Page 1: Informations générales
Page 2: Parasite, un drame social
Page 3: Famille, Réalisation, interprétation et conclusion
Parasite, un film de famille
Les films de famille ne manquent pas. On peut en citer plein et de plein de genres différents. Certains tournant les relations familiales en dérision, certains montrant la complexité de tous les liens au sein d’une famille. Parasite cherche à montrer cette complexité mais aussi à montrer la beauté des familles. Quelles soient pauvres ou riches, ce film s’attache à montrer la force de ces liens, et la façon dont ils se reconstruisent une fois brisés. Encore une fois, on a un jeu d’opposition. Les relations entre la famille de Ki Woo et la famille Park ne sont pas les mêmes et n’évoluent pas de la même façon. D’un côté, on a une famille qui se soutient, qui vit le même calvaire et qui décide de l’affronter tous ensemble. C’est cette beauté-là que Bong Joon Ho montre. La famille de Ki Woo a beau vivre dans un univers insalubre, leur famille est forte et soudée. Et c’est ce que j’ai particulièrement apprécié dans ce film, qu’on puisse montrer de cette façon et sans clichés, les relations entre les membres d’une famille.

À l’opposé, la famille Park semble un peu plus froide. Chaque membre distant l’un de l’autre. Mais Parasite ne se contente pas de cet état de fait de la famille riche, froide dont les membres ne sont que courtois les uns envers les autres. Il montre également comment une famille comme celle-là peut se reconstruire. Et le tout se mêle avec l’histoire et la dimension sociale du film avec notamment l’effet différent que peut avoir l’argent sur les gens. Sans se remettre en question, nous voyons des évolutions très intéressantes dans les personnages, ce qui fait que nous ne nous lassons presque jamais. Parasite est donc un film de famille, pas comme nous l’entendons habituellement, mais qui, encore une fois, nous laisse une large base de réflexion une fois le film fini.

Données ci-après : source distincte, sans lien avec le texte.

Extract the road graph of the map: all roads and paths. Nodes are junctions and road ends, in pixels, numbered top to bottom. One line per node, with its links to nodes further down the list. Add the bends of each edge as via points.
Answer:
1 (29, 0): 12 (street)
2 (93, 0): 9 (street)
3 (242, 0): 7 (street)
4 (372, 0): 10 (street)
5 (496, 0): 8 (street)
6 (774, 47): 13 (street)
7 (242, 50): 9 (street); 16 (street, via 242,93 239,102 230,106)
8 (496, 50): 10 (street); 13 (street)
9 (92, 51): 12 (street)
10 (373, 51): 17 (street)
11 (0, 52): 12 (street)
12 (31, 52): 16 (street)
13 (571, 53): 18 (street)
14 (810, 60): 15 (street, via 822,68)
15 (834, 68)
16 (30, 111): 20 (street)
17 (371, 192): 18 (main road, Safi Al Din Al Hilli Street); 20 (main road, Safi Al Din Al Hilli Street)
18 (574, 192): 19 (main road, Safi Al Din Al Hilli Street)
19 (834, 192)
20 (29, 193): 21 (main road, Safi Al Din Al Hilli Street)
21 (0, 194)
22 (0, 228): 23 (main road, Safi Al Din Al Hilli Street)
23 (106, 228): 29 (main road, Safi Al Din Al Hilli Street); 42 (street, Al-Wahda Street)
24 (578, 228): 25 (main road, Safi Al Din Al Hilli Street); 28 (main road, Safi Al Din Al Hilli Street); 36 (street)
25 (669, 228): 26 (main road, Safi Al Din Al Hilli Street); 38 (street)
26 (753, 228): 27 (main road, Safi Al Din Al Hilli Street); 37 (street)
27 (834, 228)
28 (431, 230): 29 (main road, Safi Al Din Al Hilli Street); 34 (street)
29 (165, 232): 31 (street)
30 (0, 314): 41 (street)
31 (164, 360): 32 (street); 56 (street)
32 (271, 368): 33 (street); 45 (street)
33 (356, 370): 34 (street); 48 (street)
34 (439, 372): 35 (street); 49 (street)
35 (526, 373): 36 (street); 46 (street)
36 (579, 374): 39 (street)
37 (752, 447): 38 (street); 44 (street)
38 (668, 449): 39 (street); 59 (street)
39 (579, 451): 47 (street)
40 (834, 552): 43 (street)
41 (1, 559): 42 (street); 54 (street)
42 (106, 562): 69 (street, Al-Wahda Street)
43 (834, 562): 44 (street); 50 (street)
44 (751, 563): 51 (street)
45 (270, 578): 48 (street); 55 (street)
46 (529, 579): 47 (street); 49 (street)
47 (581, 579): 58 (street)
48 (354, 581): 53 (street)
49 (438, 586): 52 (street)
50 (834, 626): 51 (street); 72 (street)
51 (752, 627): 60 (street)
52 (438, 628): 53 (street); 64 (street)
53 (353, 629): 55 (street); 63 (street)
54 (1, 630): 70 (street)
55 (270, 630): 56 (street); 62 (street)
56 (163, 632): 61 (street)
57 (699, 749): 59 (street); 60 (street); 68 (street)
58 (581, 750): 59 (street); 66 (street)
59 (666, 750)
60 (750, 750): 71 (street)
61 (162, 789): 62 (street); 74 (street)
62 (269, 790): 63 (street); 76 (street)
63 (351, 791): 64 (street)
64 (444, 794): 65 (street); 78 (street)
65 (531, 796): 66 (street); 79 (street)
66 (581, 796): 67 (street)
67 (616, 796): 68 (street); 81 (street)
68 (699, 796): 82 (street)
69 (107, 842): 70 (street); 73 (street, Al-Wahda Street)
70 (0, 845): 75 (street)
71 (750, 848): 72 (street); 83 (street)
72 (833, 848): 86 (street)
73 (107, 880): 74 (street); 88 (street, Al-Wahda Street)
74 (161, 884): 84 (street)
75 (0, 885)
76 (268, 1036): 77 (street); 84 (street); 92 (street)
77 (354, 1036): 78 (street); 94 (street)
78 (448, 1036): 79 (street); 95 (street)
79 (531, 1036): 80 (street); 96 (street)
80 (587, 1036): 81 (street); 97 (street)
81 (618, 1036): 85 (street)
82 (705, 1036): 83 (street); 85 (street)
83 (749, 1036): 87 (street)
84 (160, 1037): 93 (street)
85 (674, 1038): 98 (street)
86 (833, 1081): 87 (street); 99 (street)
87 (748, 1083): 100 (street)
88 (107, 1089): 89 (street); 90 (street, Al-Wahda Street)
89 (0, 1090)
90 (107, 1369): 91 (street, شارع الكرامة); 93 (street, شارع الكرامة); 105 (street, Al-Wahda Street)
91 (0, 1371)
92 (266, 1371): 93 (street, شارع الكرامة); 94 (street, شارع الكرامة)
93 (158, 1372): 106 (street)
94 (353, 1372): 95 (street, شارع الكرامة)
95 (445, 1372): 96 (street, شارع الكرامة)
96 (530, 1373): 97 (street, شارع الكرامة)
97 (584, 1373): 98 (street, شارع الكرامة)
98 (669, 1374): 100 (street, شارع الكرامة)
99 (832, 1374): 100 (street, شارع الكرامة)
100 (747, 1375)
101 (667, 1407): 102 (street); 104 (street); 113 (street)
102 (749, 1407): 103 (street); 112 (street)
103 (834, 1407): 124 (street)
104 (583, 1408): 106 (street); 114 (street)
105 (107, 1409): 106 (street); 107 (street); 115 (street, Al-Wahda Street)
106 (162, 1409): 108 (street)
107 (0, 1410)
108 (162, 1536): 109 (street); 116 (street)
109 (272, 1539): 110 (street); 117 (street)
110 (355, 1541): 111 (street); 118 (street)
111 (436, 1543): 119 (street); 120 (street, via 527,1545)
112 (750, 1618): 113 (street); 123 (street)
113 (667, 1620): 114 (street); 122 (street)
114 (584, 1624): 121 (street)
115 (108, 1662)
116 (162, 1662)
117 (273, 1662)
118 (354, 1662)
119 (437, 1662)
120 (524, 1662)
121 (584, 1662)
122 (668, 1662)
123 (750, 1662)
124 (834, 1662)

Parasite, la réalisation au service du récit
Pour parler de Parasite correctement, il faut parler de la réalisation et de son esthétisme. J’ai déjà commencé à parler des couleurs et des environnements, mais il faut souligner à quel point Bong Joon Ho arrive à non seulement parler de rapports de forces sociaux, mais aussi à quel point il arrive à nous les montrer. Que ce soit par le jeu d’acteur, mais aussi par différentes symboliques qui viennent nous apporter plus de détails sur l’histoire et sur les messages du film.
Montrer les rapports de forces donc. Mais comment ? Par le rythme déjà. Parasite est une perle de rythme dans le sens où différentes situations appellent différents rythmes. S’il y a des moments plus lents, qui permettent d’installer les situations, les rapports entre les différents personnages, parfois l’histoire va accélérer pour que le récit puisse arriver à un certain point précis. C’est comme une respiration qui s’emballe et jamais nous ne nous sentons trop pris par la main, soit trop laissés à l’abandon pendant des heures. Toutes les accélérations, tous les ralentissements sont pensés pour que l’histoire soit fluide et ça ne vient en aucun cas combler des lacunes de scénario.

Sans concession est peut-être une expression qui peut résumer ce film. Sans concession dans la façon de montrer la société coréenne, le tout en évitant une vision trop occidentale. C’est ce que je disais par rapport au rythme. Il y a beau avoir un rythme très particulier, c’est loin d’être le rythme effréné d’un gros blockbuster occidental. Et ça a toute son importance pour le récit. Sans concession donc. Il montre certes la beauté des liens familiaux, mais aussi les déchirements, et aussi ce qu’il peut y avoir de plus difficile et d’horrible dans la société.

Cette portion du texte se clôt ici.